Problem statement >>
Without any alteration, retype the records that appear below.

=== Section Start ===

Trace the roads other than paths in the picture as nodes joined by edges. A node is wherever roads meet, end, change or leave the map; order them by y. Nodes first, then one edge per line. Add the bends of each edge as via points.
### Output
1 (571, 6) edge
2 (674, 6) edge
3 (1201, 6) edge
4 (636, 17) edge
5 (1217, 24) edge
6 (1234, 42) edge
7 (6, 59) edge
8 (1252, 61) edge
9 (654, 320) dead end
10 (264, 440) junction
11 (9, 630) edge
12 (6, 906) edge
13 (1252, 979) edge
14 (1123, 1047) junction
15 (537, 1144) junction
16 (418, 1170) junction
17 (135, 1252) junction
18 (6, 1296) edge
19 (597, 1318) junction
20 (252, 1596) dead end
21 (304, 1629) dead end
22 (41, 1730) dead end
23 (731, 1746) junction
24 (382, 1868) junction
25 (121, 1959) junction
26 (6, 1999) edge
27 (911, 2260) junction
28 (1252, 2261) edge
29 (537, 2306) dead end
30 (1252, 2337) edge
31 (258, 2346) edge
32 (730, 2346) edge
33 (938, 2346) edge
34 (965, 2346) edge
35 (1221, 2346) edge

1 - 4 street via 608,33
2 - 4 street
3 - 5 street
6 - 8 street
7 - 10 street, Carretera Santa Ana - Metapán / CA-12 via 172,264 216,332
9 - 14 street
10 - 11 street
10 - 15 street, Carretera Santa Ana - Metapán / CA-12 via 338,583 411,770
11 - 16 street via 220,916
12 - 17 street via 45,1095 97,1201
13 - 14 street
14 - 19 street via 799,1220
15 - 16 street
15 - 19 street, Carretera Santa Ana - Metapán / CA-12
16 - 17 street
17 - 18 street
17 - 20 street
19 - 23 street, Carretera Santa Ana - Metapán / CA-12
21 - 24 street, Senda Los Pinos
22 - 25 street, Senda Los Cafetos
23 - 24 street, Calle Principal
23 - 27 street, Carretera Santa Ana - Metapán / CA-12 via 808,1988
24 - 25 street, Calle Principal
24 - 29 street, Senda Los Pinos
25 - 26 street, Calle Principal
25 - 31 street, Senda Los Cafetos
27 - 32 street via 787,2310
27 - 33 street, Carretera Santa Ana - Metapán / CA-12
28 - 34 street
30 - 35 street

=== Section End ===

Solution >>
Trace the roads other than paths in the picture as nodes joined by edges. A node is wherever roads meet, end, change or leave the map; order them by y. Nodes first, then one edge per line. Add the bends of each edge as via points.
### Output
1 (571, 6) edge
2 (674, 6) edge
3 (1201, 6) edge
4 (636, 17) edge
5 (1217, 24) edge
6 (1234, 42) edge
7 (6, 59) edge
8 (1252, 61) edge
9 (654, 320) dead end
10 (264, 440) junction
11 (9, 630) edge
12 (6, 906) edge
13 (1252, 979) edge
14 (1123, 1047) junction
15 (537, 1144) junction
16 (418, 1170) junction
17 (135, 1252) junction
18 (6, 1296) edge
19 (597, 1318) junction
20 (252, 1596) dead end
21 (304, 1629) dead end
22 (41, 1730) dead end
23 (731, 1746) junction
24 (382, 1868) junction
25 (121, 1959) junction
26 (6, 1999) edge
27 (911, 2260) junction
28 (1252, 2261) edge
29 (537, 2306) dead end
30 (1252, 2337) edge
31 (258, 2346) edge
32 (730, 2346) edge
33 (938, 2346) edge
34 (965, 2346) edge
35 (1221, 2346) edge

1 - 4 street via 608,33
2 - 4 street
3 - 5 street
6 - 8 street
7 - 10 street, Carretera Santa Ana - Metapán / CA-12 via 172,264 216,332
9 - 14 street
10 - 11 street
10 - 15 street, Carretera Santa Ana - Metapán / CA-12 via 338,583 411,770
11 - 16 street via 220,916
12 - 17 street via 45,1095 97,1201
13 - 14 street
14 - 19 street via 799,1220
15 - 16 street
15 - 19 street, Carretera Santa Ana - Metapán / CA-12
16 - 17 street
17 - 18 street
17 - 20 street
19 - 23 street, Carretera Santa Ana - Metapán / CA-12
21 - 24 street, Senda Los Pinos
22 - 25 street, Senda Los Cafetos
23 - 24 street, Calle Principal
23 - 27 street, Carretera Santa Ana - Metapán / CA-12 via 808,1988
24 - 25 street, Calle Principal
24 - 29 street, Senda Los Pinos
25 - 26 street, Calle Principal
25 - 31 street, Senda Los Cafetos
27 - 32 street via 787,2310
27 - 33 street, Carretera Santa Ana - Metapán / CA-12
28 - 34 street
30 - 35 street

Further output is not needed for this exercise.